The field of study may be distinguished from three other highly related activities: historical cartography (the compilation of maps showing historical events); historical geography (the reconstruction of past geographies); and the history of geography (the intellectual history of the discipline of geography: Skelton, 1972 — see geography, history of). Another, secondary, meaning of the \'history of cartography\' is the history of the subject of cartography itself from the word\'s coining in 1839 to mean the historical study of maps to its present rapidly changing relationship with the field of geographical information systems.
The history of cartography seeks to understand how maps function under two broad and often conflicting assumptions. The first assumes that there is a positive structural likeness between the map and the territory, an affinity from which it derives its meaning. In this view, the map is seen as a natural system. The second assumes that maps can be understood only as self-referential systems. They are still representations, not of an independent \'real\' world but of relativistic human knowledge, \'constructed according to culturally defined semiotic codes; the knowledge is constructed using various intellectual and instrumental technologies; the knowledge and its representation are both constructed by individuals who work for and within various social institutions\' (Edney, 1996; cf. relativism). In this view, the \'natural\' and objective appearance of maps is seen as a mask covering what is mostly a cultural and social agenda favouring those in positions of power in a variety of ideological contexts (Harley, 1988). Between these two assumptions and interacting with both is the idea that maps can provide evidence of both human cognitive spatial thought and technological and material culture. The concepts and artefacts thus created have been studied along the realist/constructivist spectrum. Few students of the subject place themselves at either extreme of it.
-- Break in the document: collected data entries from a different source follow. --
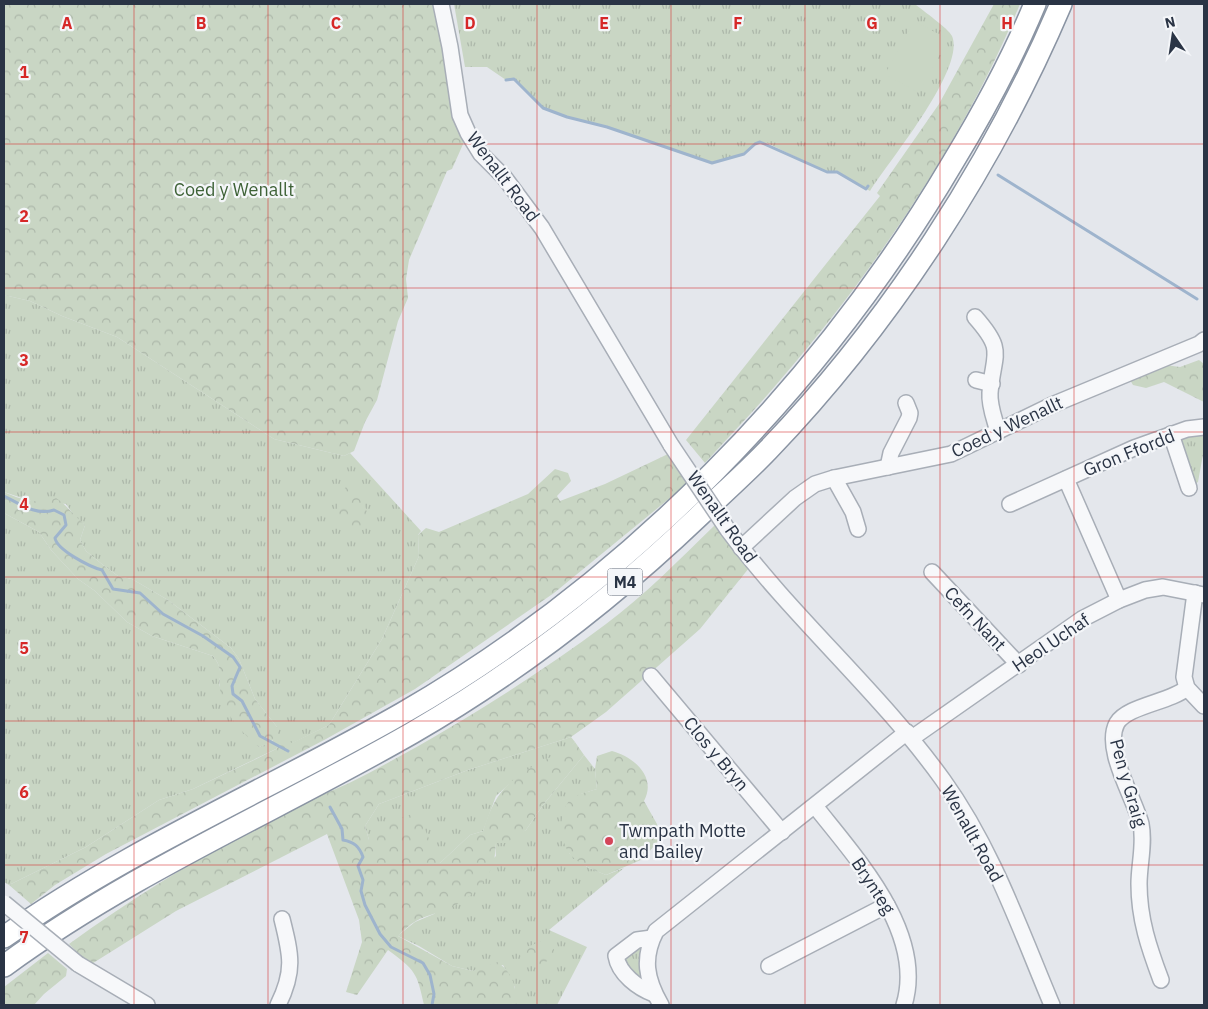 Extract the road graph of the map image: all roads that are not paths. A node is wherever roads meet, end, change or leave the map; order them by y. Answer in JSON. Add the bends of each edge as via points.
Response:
{"nodes":[{"id":1,"x":441,"y":4,"type":"edge"},
{"id":2,"x":1035,"y":4,"type":"edge"},
{"id":3,"x":1061,"y":4,"type":"edge"},
{"id":4,"x":975,"y":316,"type":"dead end"},
{"id":5,"x":1202,"y":342,"type":"edge"},
{"id":6,"x":976,"y":380,"type":"dead end"},
{"id":7,"x":992,"y":384,"type":"junction"},
{"id":8,"x":906,"y":403,"type":"dead end"},
{"id":9,"x":1204,"y":427,"type":"edge"},
{"id":10,"x":998,"y":432,"type":"junction"},
{"id":11,"x":1171,"y":434,"type":"junction"},
{"id":12,"x":888,"y":468,"type":"junction"},
{"id":13,"x":834,"y":478,"type":"junction"},
{"id":14,"x":1066,"y":479,"type":"junction"},
{"id":15,"x":1189,"y":488,"type":"dead end"},
{"id":16,"x":1010,"y":504,"type":"dead end"},
{"id":17,"x":858,"y":529,"type":"dead end"},
{"id":18,"x":741,"y":548,"type":"junction"},
{"id":19,"x":932,"y":572,"type":"dead end"},
{"id":20,"x":1200,"y":594,"type":"edge"},
{"id":21,"x":1118,"y":600,"type":"junction"},
{"id":22,"x":1018,"y":665,"type":"junction"},
{"id":23,"x":651,"y":676,"type":"dead end"},
{"id":24,"x":1188,"y":688,"type":"junction"},
{"id":25,"x":1204,"y":706,"type":"edge"},
{"id":26,"x":909,"y":735,"type":"junction"},
{"id":27,"x":815,"y":806,"type":"junction"},
{"id":28,"x":782,"y":832,"type":"junction"},
{"id":29,"x":4,"y":903,"type":"edge"},
{"id":30,"x":887,"y":905,"type":"junction"},
{"id":31,"x":282,"y":919,"type":"dead end"},
{"id":32,"x":4,"y":937,"type":"edge"},
{"id":33,"x":652,"y":938,"type":"junction"},
{"id":34,"x":4,"y":966,"type":"edge"},
{"id":35,"x":768,"y":966,"type":"dead end"},
{"id":36,"x":1161,"y":980,"type":"dead end"},
{"id":37,"x":658,"y":1000,"type":"edge"},
{"id":38,"x":147,"y":1005,"type":"edge"},
{"id":39,"x":278,"y":1005,"type":"edge"},
{"id":40,"x":904,"y":1005,"type":"edge"},
{"id":41,"x":1052,"y":1005,"type":"edge"}],
"edges":[{"from":1,"to":18,"type":"street","name":"Wenallt Road","bridge":true,"via":[[460,115],[468,133],[481,154],[504,177],[542,228],[671,445]]},
{"from":2,"to":32,"type":"highway","number":"M4","via":[[1012,58],[985,108],[900,248],[833,339],[749,436],[664,520],[554,611],[452,682],[402,713],[133,858]]},
{"from":3,"to":34,"type":"highway","number":"M4","via":[[1031,72],[1004,121],[923,257],[888,306],[767,452],[667,546],[546,646],[415,731],[152,872],[62,926]]},
{"from":4,"to":7,"type":"street","via":[[994,341],[996,352]]},
{"from":5,"to":10,"type":"street","name":"Coed y Wenallt","via":[[1052,405]]},
{"from":6,"to":7,"type":"street"},
{"from":7,"to":10,"type":"street","via":[[991,406]]},
{"from":8,"to":12,"type":"street","via":[[909,418],[891,453]]},
{"from":9,"to":11,"type":"street","name":"Gron Ffordd"},
{"from":10,"to":12,"type":"street","name":"Coed y Wenallt","via":[[951,454]]},
{"from":11,"to":14,"type":"street","name":"Gron Ffordd"},
{"from":11,"to":15,"type":"street"},
{"from":12,"to":13,"type":"street","name":"Coed y Wenallt"},
{"from":13,"to":17,"type":"street","via":[[853,512]]},
{"from":13,"to":18,"type":"street","name":"Coed y Wenallt","via":[[806,490]]},
{"from":14,"to":16,"type":"street"},
{"from":14,"to":21,"type":"street","name":"Gron Ffordd"},
{"from":18,"to":26,"type":"street","name":"Wenallt Road"},
{"from":19,"to":22,"type":"street","name":"Cefn Nant"},
{"from":20,"to":21,"type":"street","name":"Heol Uchaf","via":[[1163,588],[1145,590]]},
{"from":20,"to":24,"type":"street","via":[[1185,658],[1184,677]]},
{"from":21,"to":22,"type":"street","name":"Heol Uchaf","via":[[1082,619]]},
{"from":22,"to":26,"type":"street","name":"Heol Uchaf"},
{"from":23,"to":28,"type":"street","name":"Clos y Bryn"},
{"from":24,"to":25,"type":"street"},
{"from":24,"to":36,"type":"street","name":"Pen y Graig","via":[[1119,720],[1112,741],[1141,824],[1143,841],[1139,884],[1142,925]]},
{"from":26,"to":27,"type":"street"},
{"from":26,"to":41,"type":"street","name":"Wenallt Road","via":[[944,782],[988,855]]},
{"from":27,"to":28,"type":"street"},
{"from":27,"to":30,"type":"street","name":"Brynteg","via":[[871,877]]},
{"from":28,"to":33,"type":"street","via":[[656,931]]},
{"from":29,"to":38,"type":"street","bridge":true,"via":[[78,964]]},
{"from":30,"to":35,"type":"street"},
{"from":30,"to":40,"type":"street","name":"Brynteg","via":[[902,944],[908,972]]},
{"from":31,"to":39,"type":"street","via":[[291,963],[288,985]]},
{"from":33,"to":37,"type":"street","via":[[646,961],[649,983]]},
{"from":33,"to":37,"type":"street","via":[[637,940],[616,956],[618,965],[640,988]]}]}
Early maps have been used successfully as sources of documentary evidence to reconstruct where things were. Maps have helped to reconstruct field systems, land-use change, changing urban morphology (see townscape), place names, or simply to locate lost settlements, roads, vessels, or buildings in connection with studies of local history, historical geography, archaeology, or historical reconstruction (Blakemore and Harley, 1980); they have provided legal evidence in boundary disputes (De Vorsey, 1982) and as records of geographical exploration (Skelton, 1970; Harley, 1990; de Vorsey, 1992). Physical changes in the landscape, such as coastal change, migrating meanders, ecological and vegetation change, have also employed early maps.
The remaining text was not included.